=== Listed entries ===

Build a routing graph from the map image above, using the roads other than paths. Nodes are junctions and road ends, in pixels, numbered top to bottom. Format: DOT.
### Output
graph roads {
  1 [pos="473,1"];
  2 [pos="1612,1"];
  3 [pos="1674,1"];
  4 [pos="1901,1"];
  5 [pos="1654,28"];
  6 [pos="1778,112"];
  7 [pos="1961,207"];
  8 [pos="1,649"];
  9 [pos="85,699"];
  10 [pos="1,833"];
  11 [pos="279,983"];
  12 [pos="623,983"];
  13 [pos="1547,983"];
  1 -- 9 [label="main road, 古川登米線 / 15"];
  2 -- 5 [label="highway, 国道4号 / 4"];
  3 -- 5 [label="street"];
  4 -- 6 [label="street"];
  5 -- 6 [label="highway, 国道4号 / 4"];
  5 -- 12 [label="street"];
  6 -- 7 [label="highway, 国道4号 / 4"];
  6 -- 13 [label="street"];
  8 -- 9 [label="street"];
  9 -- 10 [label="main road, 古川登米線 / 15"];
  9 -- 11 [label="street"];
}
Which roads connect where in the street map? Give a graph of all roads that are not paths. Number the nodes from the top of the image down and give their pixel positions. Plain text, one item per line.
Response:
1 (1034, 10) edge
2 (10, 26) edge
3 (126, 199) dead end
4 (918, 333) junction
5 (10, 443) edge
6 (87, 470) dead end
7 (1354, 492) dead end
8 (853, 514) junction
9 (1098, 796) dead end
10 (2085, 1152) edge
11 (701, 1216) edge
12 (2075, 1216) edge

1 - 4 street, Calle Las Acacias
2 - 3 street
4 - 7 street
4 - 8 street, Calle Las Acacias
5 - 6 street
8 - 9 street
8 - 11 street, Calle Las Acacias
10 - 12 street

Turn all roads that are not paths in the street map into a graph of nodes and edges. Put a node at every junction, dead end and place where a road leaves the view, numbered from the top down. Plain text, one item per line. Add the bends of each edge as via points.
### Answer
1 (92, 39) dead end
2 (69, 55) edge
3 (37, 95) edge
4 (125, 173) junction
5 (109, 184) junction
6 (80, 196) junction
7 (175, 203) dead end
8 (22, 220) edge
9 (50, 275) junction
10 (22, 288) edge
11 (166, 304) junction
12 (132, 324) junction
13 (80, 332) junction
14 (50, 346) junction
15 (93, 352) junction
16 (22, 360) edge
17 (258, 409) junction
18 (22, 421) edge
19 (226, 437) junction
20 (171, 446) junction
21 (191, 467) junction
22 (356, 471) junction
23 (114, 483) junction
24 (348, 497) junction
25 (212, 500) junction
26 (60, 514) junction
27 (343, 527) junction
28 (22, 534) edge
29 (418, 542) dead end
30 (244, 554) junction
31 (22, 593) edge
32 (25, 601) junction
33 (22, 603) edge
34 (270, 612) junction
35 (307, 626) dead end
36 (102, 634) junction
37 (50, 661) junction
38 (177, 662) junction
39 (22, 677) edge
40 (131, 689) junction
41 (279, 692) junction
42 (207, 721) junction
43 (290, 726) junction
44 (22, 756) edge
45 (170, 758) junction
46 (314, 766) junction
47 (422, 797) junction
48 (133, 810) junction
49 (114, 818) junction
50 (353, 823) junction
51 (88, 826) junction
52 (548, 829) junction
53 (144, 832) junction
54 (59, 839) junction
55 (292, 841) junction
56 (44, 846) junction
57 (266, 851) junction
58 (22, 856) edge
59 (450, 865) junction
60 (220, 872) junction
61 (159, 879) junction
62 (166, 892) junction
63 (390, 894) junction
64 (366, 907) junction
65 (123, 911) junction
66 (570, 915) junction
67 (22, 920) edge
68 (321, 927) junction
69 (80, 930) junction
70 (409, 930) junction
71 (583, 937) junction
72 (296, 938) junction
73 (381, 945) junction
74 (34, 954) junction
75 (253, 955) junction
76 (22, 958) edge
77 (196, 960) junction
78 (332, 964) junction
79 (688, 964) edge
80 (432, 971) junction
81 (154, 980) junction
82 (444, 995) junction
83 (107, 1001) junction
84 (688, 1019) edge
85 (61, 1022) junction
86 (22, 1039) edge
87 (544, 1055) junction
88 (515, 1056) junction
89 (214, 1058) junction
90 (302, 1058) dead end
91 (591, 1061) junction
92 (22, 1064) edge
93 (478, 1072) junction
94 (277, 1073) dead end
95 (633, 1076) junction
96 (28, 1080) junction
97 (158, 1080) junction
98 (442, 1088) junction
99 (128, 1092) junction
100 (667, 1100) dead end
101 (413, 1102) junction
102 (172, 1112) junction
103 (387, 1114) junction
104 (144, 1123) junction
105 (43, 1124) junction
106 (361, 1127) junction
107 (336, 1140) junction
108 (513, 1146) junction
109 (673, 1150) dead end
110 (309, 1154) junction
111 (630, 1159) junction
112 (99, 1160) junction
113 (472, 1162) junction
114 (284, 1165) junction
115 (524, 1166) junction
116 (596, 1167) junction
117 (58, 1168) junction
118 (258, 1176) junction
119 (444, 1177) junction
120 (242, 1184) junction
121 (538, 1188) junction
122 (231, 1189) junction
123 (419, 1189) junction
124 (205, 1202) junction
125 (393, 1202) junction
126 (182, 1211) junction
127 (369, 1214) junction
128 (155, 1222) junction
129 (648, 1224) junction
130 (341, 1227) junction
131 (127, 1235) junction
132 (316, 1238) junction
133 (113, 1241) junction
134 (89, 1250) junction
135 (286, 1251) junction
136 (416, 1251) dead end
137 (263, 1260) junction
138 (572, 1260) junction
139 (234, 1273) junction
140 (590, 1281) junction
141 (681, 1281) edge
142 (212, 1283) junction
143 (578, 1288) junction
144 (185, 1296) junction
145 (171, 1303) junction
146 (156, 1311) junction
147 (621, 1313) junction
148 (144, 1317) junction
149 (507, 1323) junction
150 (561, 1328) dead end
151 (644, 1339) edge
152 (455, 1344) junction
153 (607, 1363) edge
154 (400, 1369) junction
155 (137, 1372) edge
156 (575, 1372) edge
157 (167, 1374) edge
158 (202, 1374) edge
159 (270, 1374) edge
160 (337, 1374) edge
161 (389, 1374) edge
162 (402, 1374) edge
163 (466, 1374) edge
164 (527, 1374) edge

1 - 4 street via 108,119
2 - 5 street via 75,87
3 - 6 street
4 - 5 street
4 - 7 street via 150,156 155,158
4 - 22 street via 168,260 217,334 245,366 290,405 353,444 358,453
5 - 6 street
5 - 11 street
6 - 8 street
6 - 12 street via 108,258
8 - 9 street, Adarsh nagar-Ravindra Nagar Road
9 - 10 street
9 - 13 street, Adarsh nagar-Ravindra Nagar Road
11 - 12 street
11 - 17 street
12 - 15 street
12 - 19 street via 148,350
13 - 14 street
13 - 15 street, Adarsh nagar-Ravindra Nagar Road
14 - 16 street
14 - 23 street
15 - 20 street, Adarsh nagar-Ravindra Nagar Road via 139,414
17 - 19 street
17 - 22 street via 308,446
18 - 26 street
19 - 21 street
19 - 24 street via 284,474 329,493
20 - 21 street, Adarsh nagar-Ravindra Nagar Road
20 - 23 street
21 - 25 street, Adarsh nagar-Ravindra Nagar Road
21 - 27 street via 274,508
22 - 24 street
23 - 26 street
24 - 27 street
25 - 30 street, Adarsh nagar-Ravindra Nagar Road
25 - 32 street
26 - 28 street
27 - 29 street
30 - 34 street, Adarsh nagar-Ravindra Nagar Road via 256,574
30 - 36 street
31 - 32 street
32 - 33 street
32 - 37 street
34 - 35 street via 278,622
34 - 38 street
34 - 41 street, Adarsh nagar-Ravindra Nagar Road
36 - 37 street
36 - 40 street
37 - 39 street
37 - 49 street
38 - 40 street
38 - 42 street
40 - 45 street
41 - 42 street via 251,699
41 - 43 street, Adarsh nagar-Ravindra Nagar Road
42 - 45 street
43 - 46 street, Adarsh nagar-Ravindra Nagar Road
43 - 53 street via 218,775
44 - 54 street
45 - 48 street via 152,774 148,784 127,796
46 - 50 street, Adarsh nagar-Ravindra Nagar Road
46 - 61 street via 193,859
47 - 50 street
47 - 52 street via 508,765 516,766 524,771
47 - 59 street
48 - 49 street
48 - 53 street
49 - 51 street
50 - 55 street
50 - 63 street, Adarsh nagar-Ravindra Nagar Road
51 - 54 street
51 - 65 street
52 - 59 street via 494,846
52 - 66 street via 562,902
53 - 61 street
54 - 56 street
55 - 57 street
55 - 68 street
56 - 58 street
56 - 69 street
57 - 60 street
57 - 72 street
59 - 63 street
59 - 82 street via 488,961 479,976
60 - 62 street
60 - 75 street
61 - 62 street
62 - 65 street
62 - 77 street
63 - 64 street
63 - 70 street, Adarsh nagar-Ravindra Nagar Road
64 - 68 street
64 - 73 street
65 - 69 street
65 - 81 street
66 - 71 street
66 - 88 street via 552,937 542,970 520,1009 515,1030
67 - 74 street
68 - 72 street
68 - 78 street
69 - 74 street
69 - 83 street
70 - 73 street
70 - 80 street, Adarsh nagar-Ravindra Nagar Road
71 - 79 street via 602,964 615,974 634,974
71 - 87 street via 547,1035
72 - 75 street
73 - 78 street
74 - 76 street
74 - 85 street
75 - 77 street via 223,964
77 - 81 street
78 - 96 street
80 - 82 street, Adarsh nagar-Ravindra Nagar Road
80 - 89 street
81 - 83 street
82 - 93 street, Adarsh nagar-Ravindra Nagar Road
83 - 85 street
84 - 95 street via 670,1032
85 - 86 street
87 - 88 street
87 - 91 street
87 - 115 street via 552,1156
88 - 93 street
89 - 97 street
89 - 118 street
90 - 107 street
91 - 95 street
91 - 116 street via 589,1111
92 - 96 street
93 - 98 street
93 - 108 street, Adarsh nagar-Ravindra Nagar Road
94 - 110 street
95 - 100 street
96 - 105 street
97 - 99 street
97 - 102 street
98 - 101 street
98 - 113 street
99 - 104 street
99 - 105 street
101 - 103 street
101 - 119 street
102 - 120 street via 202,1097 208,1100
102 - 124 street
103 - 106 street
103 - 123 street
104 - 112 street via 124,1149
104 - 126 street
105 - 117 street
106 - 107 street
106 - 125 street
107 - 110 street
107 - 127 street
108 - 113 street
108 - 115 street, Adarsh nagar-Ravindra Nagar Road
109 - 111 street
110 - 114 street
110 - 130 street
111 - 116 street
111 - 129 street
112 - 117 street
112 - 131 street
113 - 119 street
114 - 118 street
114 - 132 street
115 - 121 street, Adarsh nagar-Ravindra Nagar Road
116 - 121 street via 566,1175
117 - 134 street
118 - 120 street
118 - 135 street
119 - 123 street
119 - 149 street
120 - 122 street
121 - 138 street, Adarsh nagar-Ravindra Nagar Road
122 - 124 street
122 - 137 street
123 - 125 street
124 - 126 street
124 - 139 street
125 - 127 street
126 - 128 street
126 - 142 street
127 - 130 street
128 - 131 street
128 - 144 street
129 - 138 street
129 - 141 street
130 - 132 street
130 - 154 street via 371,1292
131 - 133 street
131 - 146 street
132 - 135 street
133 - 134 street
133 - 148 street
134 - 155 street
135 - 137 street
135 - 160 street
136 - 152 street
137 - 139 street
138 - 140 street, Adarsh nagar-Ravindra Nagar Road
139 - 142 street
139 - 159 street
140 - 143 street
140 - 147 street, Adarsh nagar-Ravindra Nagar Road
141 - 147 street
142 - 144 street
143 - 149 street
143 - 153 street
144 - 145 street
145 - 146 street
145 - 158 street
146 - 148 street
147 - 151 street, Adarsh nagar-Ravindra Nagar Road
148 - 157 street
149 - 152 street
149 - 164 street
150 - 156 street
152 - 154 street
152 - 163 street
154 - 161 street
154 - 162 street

===

Exercise details:
Say how many lines in the entries above contain the string "numbered". Give the number by itself.

Your solution:
2